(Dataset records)

---------------

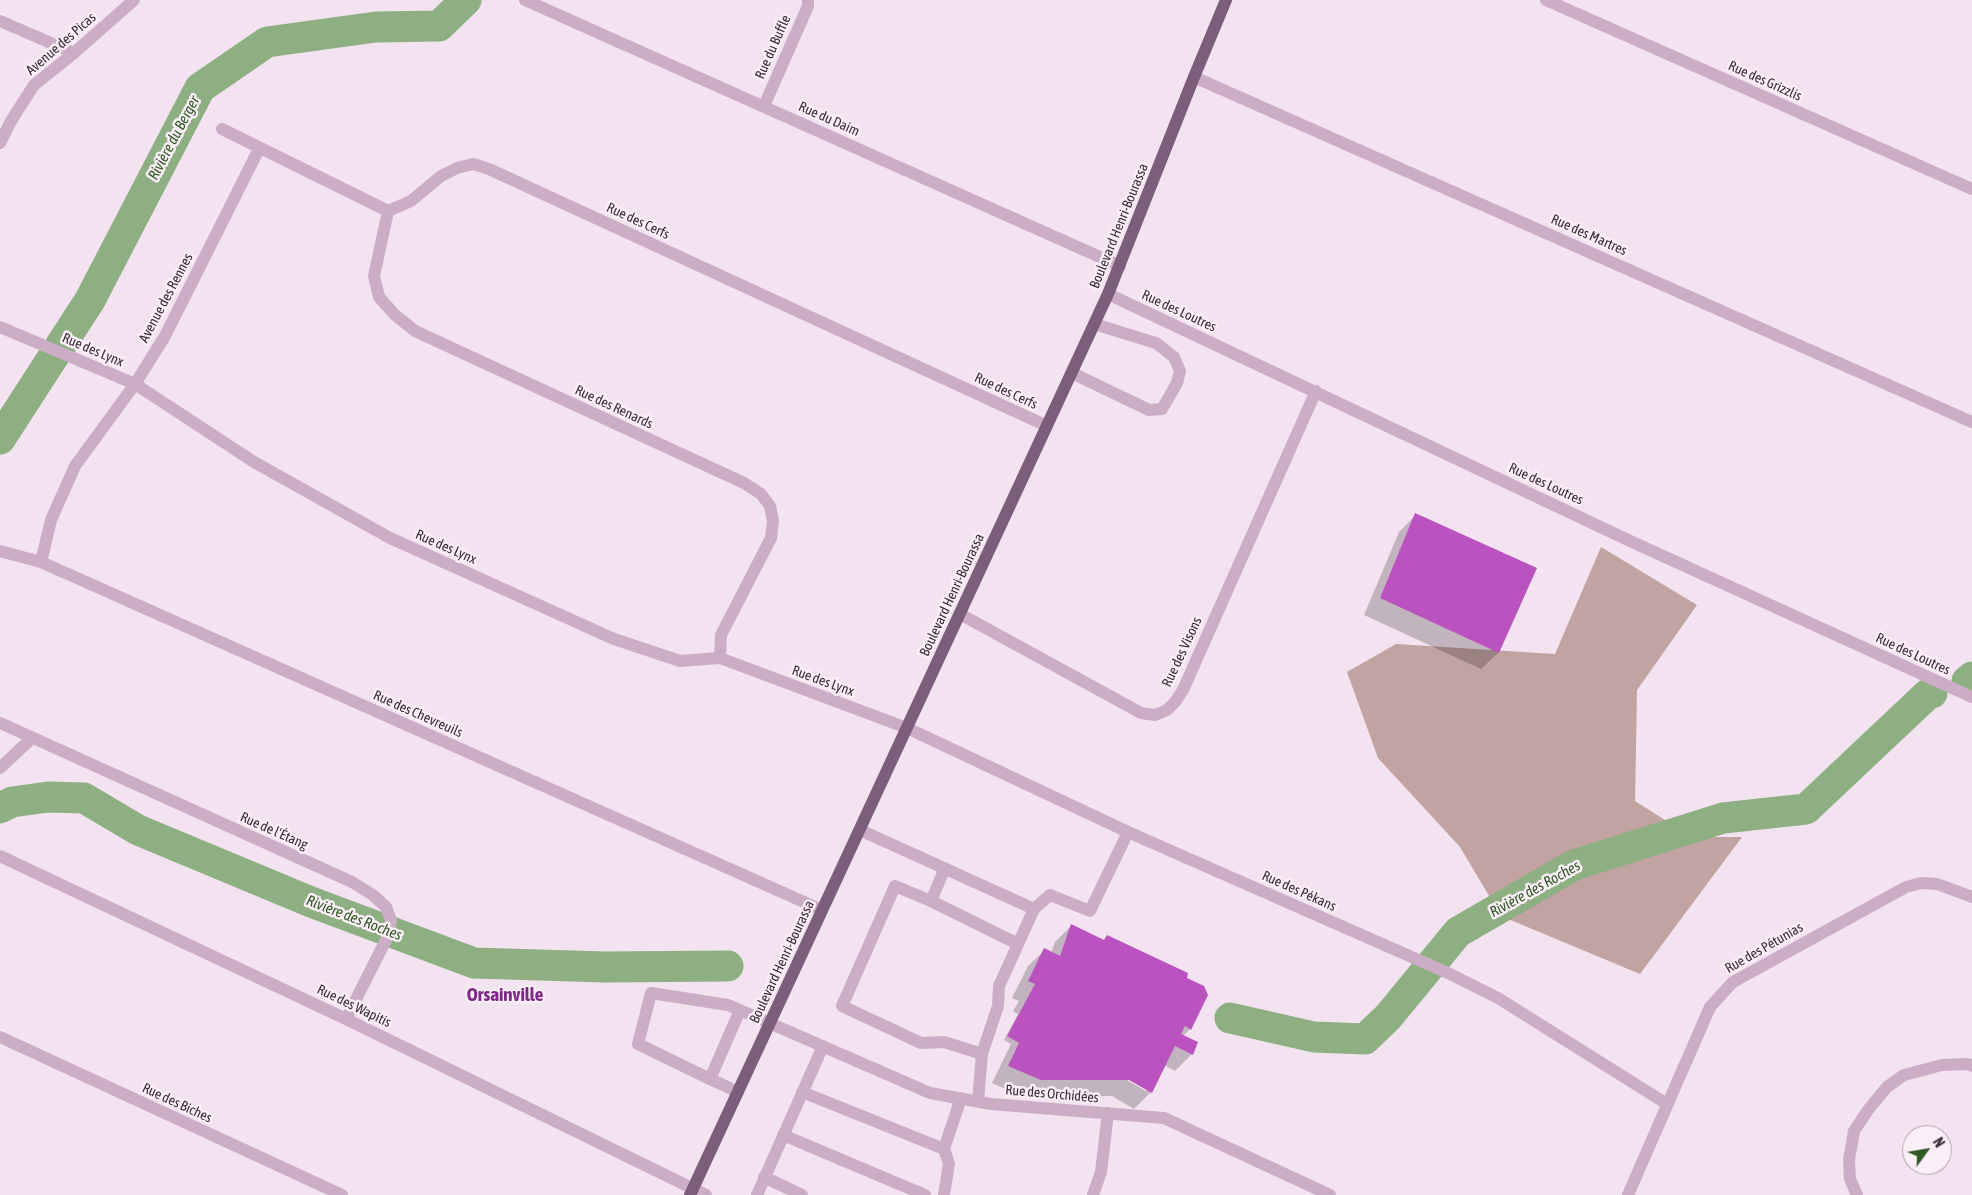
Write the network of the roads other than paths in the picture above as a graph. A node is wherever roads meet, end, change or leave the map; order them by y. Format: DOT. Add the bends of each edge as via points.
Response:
graph roads {
  1 [pos="134,0"];
  2 [pos="525,0"];
  3 [pos="808,0"];
  4 [pos="1226,0"];
  5 [pos="1546,0"];
  6 [pos="0,21"];
  7 [pos="74,53"];
  8 [pos="1194,77"];
  9 [pos="764,106"];
  10 [pos="222,129"];
  11 [pos="0,143"];
  12 [pos="259,149"];
  13 [pos="1972,189"];
  14 [pos="388,211"];
  15 [pos="1120,266"];
  16 [pos="1108,294"];
  17 [pos="1094,324"];
  18 [pos="0,327"];
  19 [pos="1072,373"];
  20 [pos="135,384"];
  21 [pos="1316,391"];
  22 [pos="1972,422"];
  23 [pos="1047,426"];
  24 [pos="0,551"];
  25 [pos="41,562"];
  26 [pos="960,614"];
  27 [pos="720,658"];
  28 [pos="1972,697"];
  29 [pos="0,723"];
  30 [pos="907,728"];
  31 [pos="32,738"];
  32 [pos="0,768"];
  33 [pos="860,830"];
  34 [pos="1128,832"];
  35 [pos="0,856"];
  36 [pos="945,868"];
  37 [pos="1972,897"];
  38 [pos="931,900"];
  39 [pos="822,910"];
  40 [pos="1034,910"];
  41 [pos="1018,944"];
  42 [pos="740,1010"];
  43 [pos="346,1019"];
  44 [pos="769,1024"];
  45 [pos="0,1037"];
  46 [pos="823,1046"];
  47 [pos="982,1054"];
  48 [pos="1972,1066"];
  49 [pos="710,1079"];
  50 [pos="738,1092"];
  51 [pos="802,1092"];
  52 [pos="961,1098"];
  53 [pos="978,1101"];
  54 [pos="1667,1104"];
  55 [pos="1108,1113"];
  56 [pos="783,1135"];
  57 [pos="944,1149"];
  58 [pos="764,1177"];
  59 [pos="692,1191"];
  60 [pos="342,1195"];
  61 [pos="706,1195"];
  62 [pos="756,1195"];
  63 [pos="802,1195"];
  64 [pos="925,1195"];
  65 [pos="944,1195"];
  66 [pos="1093,1195"];
  67 [pos="1330,1195"];
  68 [pos="1628,1195"];
  69 [pos="1857,1195"];
  1 -- 7 [label="street, Avenue des Picas"];
  2 -- 9 [label="street, Rue du Daim"];
  3 -- 9 [label="street, Rue du Buffle"];
  4 -- 8 [label="main road, Boulevard Henri-Bourassa"];
  5 -- 13 [label="street, Rue des Grizzlis"];
  6 -- 7 [label="street"];
  7 -- 11 [label="street, Avenue des Picas" via="34,85"];
  8 -- 15 [label="main road, Boulevard Henri-Bourassa"];
  8 -- 22 [label="street, Rue des Martres"];
  9 -- 15 [label="street, Rue du Daim"];
  10 -- 12 [label="street"];
  12 -- 14 [label="street"];
  12 -- 20 [label="street, Avenue des Rennes" via="165,336"];
  14 -- 23 [label="street, Rue des Cerfs" via="411,201 441,176 457,168 472,164 489,168"];
  14 -- 27 [label="street, Rue des Renards" via="374,276 379,297 414,332 744,483 761,494 770,506 773,521 770,538 721,635"];
  15 -- 16 [label="main road, Boulevard Henri-Bourassa"];
  16 -- 17 [label="main road, Boulevard Henri-Bourassa"];
  16 -- 21 [label="street, Rue des Loutres"];
  17 -- 19 [label="main road, Boulevard Henri-Bourassa"];
  17 -- 19 [label="street" via="1156,343 1174,357 1180,370 1177,383 1162,409 1150,410"];
  18 -- 20 [label="street, Rue des Lynx"];
  19 -- 23 [label="main road, Boulevard Henri-Bourassa"];
  20 -- 25 [label="street, Avenue des Rennes" via="75,466 51,520"];
  20 -- 27 [label="street, Rue des Lynx" via="254,462 390,538 614,639 680,661"];
  21 -- 26 [label="street, Rue des Visons" via="1183,690 1167,710 1155,715 1141,713"];
  21 -- 28 [label="street, Rue des Loutres" via="1628,540"];
  23 -- 26 [label="main road, Boulevard Henri-Bourassa"];
  24 -- 25 [label="street, Rue des Chevreuils"];
  25 -- 39 [label="street, Rue des Chevreuils"];
  26 -- 30 [label="main road, Boulevard Henri-Bourassa"];
  27 -- 30 [label="street, Rue des Lynx"];
  29 -- 31 [label="street, Rue de l'Étang"];
  30 -- 33 [label="main road, Boulevard Henri-Bourassa"];
  30 -- 34 [label="street, Rue des Pékans"];
  31 -- 32 [label="street"];
  31 -- 43 [label="street, Rue de l'Étang" via="352,882 380,901 391,920 388,936"];
  33 -- 36 [label="street"];
  33 -- 39 [label="main road, Boulevard Henri-Bourassa"];
  34 -- 40 [label="street" via="1090,911 1050,895"];
  34 -- 54 [label="street, Rue des Pékans" via="1420,960 1498,998"];
  35 -- 43 [label="street, Rue des Wapitis"];
  36 -- 38 [label="street"];
  36 -- 40 [label="street"];
  37 -- 54 [label="street, Rue des Pétunias" via="1937,884 1906,886 1732,982 1710,1008"];
  38 -- 41 [label="street"];
  38 -- 47 [label="street" via="895,886 842,1006 921,1044 944,1042"];
  39 -- 44 [label="main road, Boulevard Henri-Bourassa"];
  40 -- 41 [label="street"];
  41 -- 47 [label="street" via="999,986 998,1006"];
  42 -- 44 [label="street, Rue des Orchidées"];
  42 -- 49 [label="street"];
  42 -- 49 [label="street, Rue des Orchidées" via="728,1005 651,993 638,1044"];
  43 -- 59 [label="street, Rue des Wapitis"];
  44 -- 46 [label="street, Rue des Orchidées"];
  44 -- 50 [label="main road, Boulevard Henri-Bourassa"];
  45 -- 60 [label="street, Rue des Biches"];
  46 -- 51 [label="street"];
  46 -- 52 [label="street, Rue des Orchidées" via="930,1092"];
  47 -- 53 [label="street"];
  48 -- 69 [label="street" via="1942,1065 1904,1075 1887,1087 1854,1131 1849,1160 1850,1179"];
  49 -- 50 [label="street"];
  50 -- 59 [label="main road, Boulevard Henri-Bourassa"];
  51 -- 56 [label="street"];
  51 -- 57 [label="street"];
  52 -- 53 [label="street, Rue des Orchidées"];
  52 -- 57 [label="street"];
  53 -- 55 [label="street, Rue des Orchidées"];
  54 -- 68 [label="street, Rue des Pétunias"];
  55 -- 66 [label="street" via="1101,1172"];
  55 -- 67 [label="street, Rue des Orchidées" via="1164,1118"];
  56 -- 58 [label="street"];
  56 -- 64 [label="street"];
  57 -- 65 [label="street" via="949,1164"];
  58 -- 62 [label="street"];
  58 -- 63 [label="street"];
  59 -- 61 [label="street, Rue des Wapitis"];
}
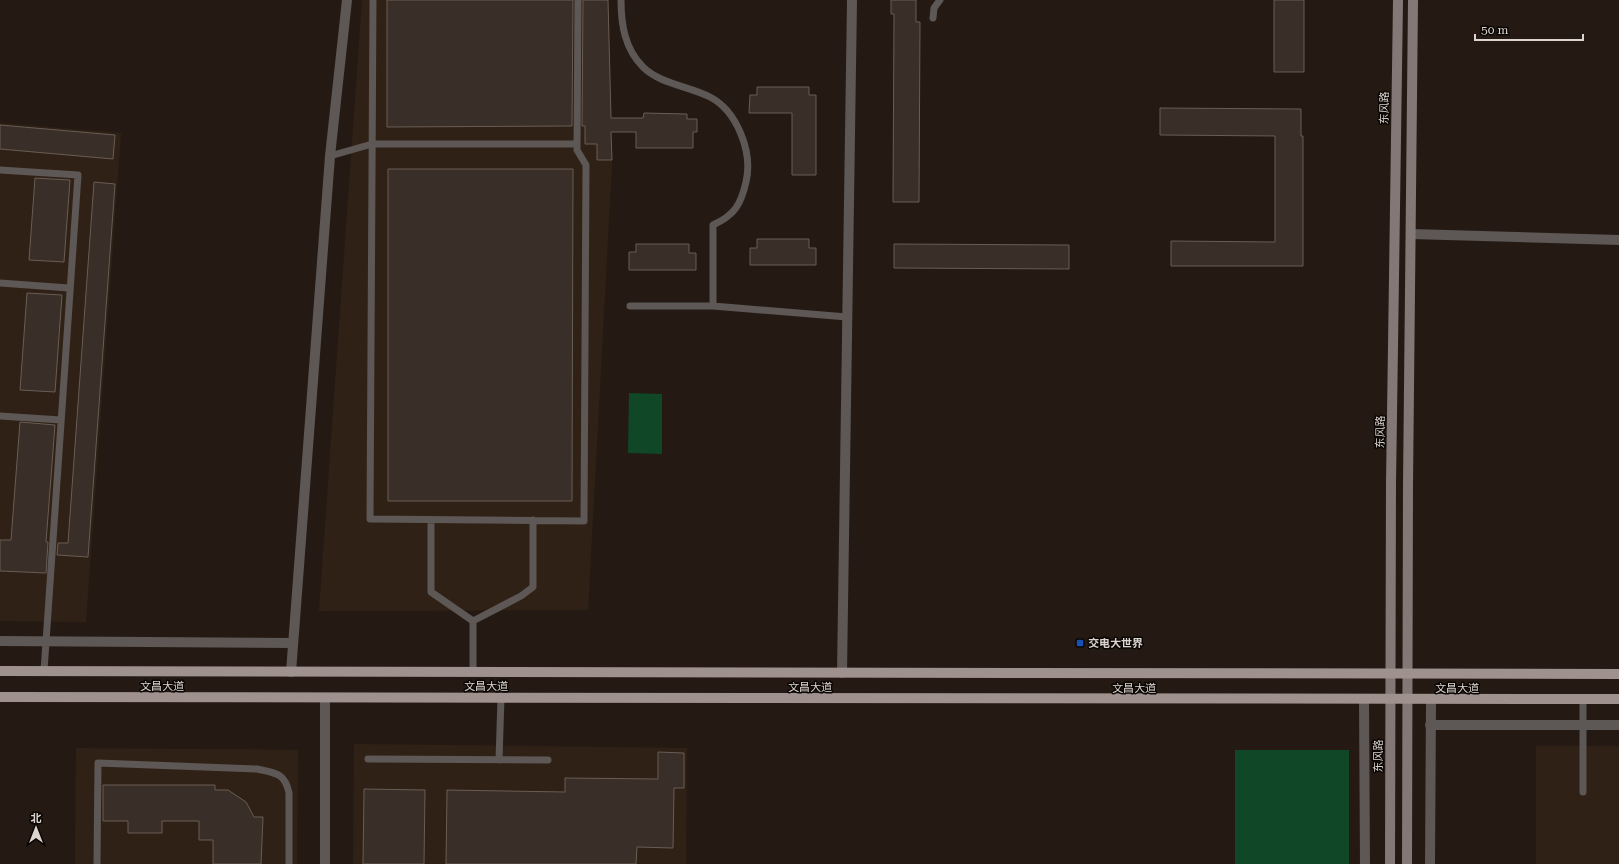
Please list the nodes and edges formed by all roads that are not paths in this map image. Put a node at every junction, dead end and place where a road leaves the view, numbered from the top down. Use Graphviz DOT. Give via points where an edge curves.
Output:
graph roads {
  1 [pos="347,0"];
  2 [pos="372,0"];
  3 [pos="578,0"];
  4 [pos="621,0"];
  5 [pos="852,0"];
  6 [pos="940,0"];
  7 [pos="1398,0"];
  8 [pos="1413,0"];
  9 [pos="933,18"];
  10 [pos="372,144"];
  11 [pos="577,144"];
  12 [pos="330,156"];
  13 [pos="0,170"];
  14 [pos="1411,234"];
  15 [pos="1619,240"];
  16 [pos="0,283"];
  17 [pos="69,288"];
  18 [pos="630,306"];
  19 [pos="713,306"];
  20 [pos="847,317"];
  21 [pos="0,416"];
  22 [pos="60,420"];
  23 [pos="431,520"];
  24 [pos="533,520"];
  25 [pos="474,621"];
  26 [pos="0,642"];
  27 [pos="46,642"];
  28 [pos="293,644"];
  29 [pos="0,671"];
  30 [pos="44,671"];
  31 [pos="291,672"];
  32 [pos="474,672"];
  33 [pos="842,673"];
  34 [pos="1390,674"];
  35 [pos="1407,674"];
  36 [pos="1619,674"];
  37 [pos="0,697"];
  38 [pos="326,698"];
  39 [pos="501,698"];
  40 [pos="1584,699"];
  41 [pos="1619,699"];
  42 [pos="1364,700"];
  43 [pos="1390,700"];
  44 [pos="1407,700"];
  45 [pos="1431,700"];
  46 [pos="1583,724"];
  47 [pos="1430,725"];
  48 [pos="1619,725"];
  49 [pos="368,759"];
  50 [pos="499,760"];
  51 [pos="548,760"];
  52 [pos="1583,792"];
  53 [pos="97,864"];
  54 [pos="289,864"];
  55 [pos="325,864"];
  56 [pos="1365,864"];
  57 [pos="1390,864"];
  58 [pos="1407,864"];
  59 [pos="1430,864"];
  1 -- 12 [label="street"];
  2 -- 10 [label="lane"];
  3 -- 11 [label="lane"];
  4 -- 19 [label="lane" via="624,36 632,54 644,68 654,76 710,97 722,106 743,140 748,177 743,196 734,213 713,225"];
  5 -- 20 [label="street"];
  6 -- 9 [label="lane" via="934,8"];
  7 -- 34 [label="main road, 东风路"];
  8 -- 14 [label="main road"];
  10 -- 11 [label="lane"];
  10 -- 12 [label="lane"];
  10 -- 23 [label="lane" via="370,520"];
  11 -- 24 [label="lane" via="577,150 586,165 584,521"];
  12 -- 28 [label="street"];
  13 -- 17 [label="lane" via="78,175"];
  14 -- 15 [label="street"];
  14 -- 35 [label="main road"];
  16 -- 17 [label="lane"];
  17 -- 22 [label="lane"];
  18 -- 19 [label="lane"];
  19 -- 20 [label="lane"];
  20 -- 33 [label="street"];
  21 -- 22 [label="lane"];
  22 -- 27 [label="lane"];
  23 -- 24 [label="lane"];
  23 -- 25 [label="lane" via="431,592"];
  24 -- 25 [label="lane" via="533,587"];
  25 -- 32 [label="lane"];
  26 -- 27 [label="street"];
  27 -- 28 [label="street"];
  27 -- 30 [label="lane"];
  28 -- 31 [label="street"];
  29 -- 30 [label="main road, 文昌大道"];
  30 -- 31 [label="main road, 文昌大道"];
  31 -- 32 [label="main road, 文昌大道"];
  32 -- 33 [label="main road, 文昌大道"];
  33 -- 34 [label="main road, 文昌大道"];
  34 -- 35 [label="main road, 文昌大道"];
  34 -- 43 [label="main road, 东风路"];
  35 -- 36 [label="main road, 文昌大道"];
  35 -- 44 [label="main road"];
  37 -- 38 [label="main road, 文昌大道"];
  38 -- 39 [label="main road, 文昌大道"];
  38 -- 55 [label="street"];
  39 -- 42 [label="main road, 文昌大道"];
  39 -- 50 [label="lane"];
  40 -- 41 [label="main road, 文昌大道"];
  40 -- 45 [label="main road, 文昌大道"];
  40 -- 46 [label="lane"];
  42 -- 43 [label="main road, 文昌大道"];
  42 -- 56 [label="street"];
  43 -- 44 [label="main road, 文昌大道"];
  43 -- 57 [label="main road, 东风路"];
  44 -- 45 [label="main road, 文昌大道"];
  44 -- 58 [label="main road"];
  45 -- 47 [label="street"];
  46 -- 47 [label="street"];
  46 -- 48 [label="street"];
  46 -- 52 [label="lane"];
  47 -- 59 [label="street"];
  49 -- 50 [label="lane"];
  50 -- 51 [label="lane"];
  53 -- 54 [label="lane" via="98,763 257,769 283,777 289,793"];
}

---------------

• EXERCISE GOAL: Copy out all lines from the records where the word "Orchidées" appears.

• RESPONSE BOX:
  42 -- 44 [label="street, Rue des Orchidées"];
  42 -- 49 [label="street, Rue des Orchidées" via="728,1005 651,993 638,1044"];
  44 -- 46 [label="street, Rue des Orchidées"];
  46 -- 52 [label="street, Rue des Orchidées" via="930,1092"];
  52 -- 53 [label="street, Rue des Orchidées"];
  53 -- 55 [label="street, Rue des Orchidées"];
  55 -- 67 [label="street, Rue des Orchidées" via="1164,1118"];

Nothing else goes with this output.